### [Work required]
Within these entries, how many lines contain the word "graph"? Answer with the number alone.

· · · · · · ·

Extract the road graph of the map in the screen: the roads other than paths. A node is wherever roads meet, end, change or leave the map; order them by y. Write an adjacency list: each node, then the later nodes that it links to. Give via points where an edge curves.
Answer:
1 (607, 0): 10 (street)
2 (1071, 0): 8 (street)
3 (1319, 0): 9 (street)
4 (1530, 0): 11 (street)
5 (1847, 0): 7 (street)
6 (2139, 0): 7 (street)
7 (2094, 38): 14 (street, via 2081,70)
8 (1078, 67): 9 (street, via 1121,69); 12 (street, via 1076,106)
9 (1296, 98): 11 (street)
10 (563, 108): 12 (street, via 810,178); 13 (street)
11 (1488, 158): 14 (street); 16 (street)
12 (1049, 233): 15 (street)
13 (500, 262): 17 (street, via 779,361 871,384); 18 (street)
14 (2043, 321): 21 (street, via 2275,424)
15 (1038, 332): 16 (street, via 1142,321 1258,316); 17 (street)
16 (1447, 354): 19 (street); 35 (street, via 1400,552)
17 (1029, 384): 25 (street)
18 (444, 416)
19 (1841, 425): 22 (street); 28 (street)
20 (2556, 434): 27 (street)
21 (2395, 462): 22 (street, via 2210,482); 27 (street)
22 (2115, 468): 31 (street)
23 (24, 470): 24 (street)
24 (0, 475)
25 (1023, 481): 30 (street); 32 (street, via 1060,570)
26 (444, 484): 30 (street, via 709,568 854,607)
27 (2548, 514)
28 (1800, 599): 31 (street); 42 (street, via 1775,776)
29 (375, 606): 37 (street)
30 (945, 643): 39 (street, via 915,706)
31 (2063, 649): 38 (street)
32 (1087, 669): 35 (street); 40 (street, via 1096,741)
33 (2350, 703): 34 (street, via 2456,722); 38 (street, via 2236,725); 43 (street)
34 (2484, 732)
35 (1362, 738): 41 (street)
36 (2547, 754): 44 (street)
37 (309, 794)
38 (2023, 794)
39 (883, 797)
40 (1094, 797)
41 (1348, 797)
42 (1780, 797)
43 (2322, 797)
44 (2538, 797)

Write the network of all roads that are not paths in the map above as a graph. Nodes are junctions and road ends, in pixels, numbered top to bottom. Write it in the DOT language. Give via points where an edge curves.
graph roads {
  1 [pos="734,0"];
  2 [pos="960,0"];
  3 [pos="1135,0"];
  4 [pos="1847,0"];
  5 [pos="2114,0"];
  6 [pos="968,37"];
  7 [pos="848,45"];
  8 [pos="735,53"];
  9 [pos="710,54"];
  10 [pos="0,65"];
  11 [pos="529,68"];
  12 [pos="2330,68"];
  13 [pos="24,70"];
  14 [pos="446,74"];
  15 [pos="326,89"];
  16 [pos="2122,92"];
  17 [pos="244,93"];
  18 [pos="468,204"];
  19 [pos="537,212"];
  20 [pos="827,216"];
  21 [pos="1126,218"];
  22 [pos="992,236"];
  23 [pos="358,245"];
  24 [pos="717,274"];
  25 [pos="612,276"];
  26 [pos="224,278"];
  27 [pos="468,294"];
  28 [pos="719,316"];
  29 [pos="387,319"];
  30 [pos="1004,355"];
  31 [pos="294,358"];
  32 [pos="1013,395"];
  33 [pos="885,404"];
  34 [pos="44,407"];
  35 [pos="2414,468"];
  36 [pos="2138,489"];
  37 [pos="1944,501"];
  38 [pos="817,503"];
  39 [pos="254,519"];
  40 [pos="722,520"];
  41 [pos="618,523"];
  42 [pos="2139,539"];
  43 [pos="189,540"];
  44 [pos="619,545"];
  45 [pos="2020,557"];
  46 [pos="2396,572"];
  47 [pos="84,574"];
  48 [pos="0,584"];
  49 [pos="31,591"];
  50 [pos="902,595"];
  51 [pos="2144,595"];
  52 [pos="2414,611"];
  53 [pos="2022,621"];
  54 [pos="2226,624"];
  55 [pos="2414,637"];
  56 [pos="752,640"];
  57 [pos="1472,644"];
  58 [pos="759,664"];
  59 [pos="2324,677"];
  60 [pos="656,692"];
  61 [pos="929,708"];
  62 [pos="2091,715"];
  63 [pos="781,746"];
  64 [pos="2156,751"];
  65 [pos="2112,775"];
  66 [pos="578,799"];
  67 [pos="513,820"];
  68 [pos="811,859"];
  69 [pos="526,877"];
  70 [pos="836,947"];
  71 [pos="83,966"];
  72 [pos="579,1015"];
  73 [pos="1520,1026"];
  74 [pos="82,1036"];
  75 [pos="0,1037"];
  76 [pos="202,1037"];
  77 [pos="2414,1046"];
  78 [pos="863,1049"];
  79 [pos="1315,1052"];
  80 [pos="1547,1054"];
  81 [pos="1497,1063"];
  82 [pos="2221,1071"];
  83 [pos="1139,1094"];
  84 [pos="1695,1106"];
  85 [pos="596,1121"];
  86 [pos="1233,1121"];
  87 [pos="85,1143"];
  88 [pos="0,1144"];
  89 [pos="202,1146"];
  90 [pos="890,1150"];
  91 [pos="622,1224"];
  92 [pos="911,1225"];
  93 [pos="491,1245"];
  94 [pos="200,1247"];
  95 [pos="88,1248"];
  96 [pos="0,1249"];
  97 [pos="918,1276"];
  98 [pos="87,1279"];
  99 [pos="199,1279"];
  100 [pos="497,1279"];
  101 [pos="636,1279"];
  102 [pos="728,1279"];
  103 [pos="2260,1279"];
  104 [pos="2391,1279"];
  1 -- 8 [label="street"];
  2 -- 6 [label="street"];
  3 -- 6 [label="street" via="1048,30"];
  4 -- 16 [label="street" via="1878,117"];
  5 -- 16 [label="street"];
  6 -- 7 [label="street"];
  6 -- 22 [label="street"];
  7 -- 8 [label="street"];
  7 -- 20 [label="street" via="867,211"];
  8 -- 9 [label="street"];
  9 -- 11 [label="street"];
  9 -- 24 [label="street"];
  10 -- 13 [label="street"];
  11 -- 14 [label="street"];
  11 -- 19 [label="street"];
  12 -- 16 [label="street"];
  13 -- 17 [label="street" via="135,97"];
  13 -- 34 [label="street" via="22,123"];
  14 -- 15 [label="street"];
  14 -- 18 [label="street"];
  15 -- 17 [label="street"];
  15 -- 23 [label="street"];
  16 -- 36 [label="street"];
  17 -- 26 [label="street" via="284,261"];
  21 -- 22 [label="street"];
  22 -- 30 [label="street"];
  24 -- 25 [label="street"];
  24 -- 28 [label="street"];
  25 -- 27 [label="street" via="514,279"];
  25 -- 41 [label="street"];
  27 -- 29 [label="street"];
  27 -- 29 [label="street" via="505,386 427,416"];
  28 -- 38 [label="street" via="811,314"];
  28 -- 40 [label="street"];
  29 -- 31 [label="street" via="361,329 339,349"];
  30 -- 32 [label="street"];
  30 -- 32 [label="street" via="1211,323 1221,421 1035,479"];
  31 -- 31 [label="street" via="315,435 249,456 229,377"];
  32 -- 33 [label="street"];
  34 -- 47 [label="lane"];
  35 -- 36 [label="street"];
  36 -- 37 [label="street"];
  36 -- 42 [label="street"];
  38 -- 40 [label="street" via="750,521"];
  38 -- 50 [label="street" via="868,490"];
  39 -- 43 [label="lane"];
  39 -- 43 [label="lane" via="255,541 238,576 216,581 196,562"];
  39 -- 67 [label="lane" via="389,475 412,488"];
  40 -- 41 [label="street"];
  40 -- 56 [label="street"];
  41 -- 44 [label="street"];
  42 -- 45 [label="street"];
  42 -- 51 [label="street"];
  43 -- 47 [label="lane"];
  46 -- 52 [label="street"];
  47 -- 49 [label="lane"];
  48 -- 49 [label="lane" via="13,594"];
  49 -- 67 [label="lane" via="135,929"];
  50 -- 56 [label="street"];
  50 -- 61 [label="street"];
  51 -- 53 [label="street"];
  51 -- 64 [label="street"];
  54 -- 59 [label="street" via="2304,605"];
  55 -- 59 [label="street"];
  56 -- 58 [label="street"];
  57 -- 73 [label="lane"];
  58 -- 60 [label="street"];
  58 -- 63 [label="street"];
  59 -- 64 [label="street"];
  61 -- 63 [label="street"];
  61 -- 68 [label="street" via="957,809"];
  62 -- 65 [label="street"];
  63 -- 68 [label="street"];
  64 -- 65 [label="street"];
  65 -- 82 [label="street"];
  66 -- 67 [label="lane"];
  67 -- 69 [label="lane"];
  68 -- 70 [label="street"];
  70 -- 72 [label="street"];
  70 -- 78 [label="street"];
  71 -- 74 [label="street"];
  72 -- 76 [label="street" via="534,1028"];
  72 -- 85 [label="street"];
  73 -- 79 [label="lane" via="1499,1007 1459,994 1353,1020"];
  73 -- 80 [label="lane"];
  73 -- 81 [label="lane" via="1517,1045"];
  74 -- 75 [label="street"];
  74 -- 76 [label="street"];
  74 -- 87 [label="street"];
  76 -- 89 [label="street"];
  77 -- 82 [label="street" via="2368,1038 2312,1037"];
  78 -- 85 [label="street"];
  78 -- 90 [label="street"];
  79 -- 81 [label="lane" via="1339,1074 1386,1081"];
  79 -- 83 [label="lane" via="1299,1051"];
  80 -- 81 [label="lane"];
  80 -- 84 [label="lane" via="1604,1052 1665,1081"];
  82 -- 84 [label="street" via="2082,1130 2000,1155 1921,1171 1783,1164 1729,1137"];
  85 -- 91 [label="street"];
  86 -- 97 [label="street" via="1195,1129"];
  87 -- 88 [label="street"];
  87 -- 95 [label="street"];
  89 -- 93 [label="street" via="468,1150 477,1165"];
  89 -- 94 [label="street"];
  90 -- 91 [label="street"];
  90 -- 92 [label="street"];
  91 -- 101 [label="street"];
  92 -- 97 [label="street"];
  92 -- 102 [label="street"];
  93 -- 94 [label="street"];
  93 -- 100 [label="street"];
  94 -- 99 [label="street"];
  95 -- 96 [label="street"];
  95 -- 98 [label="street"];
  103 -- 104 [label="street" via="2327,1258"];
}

· · · · · · ·

### [Problem solution]
3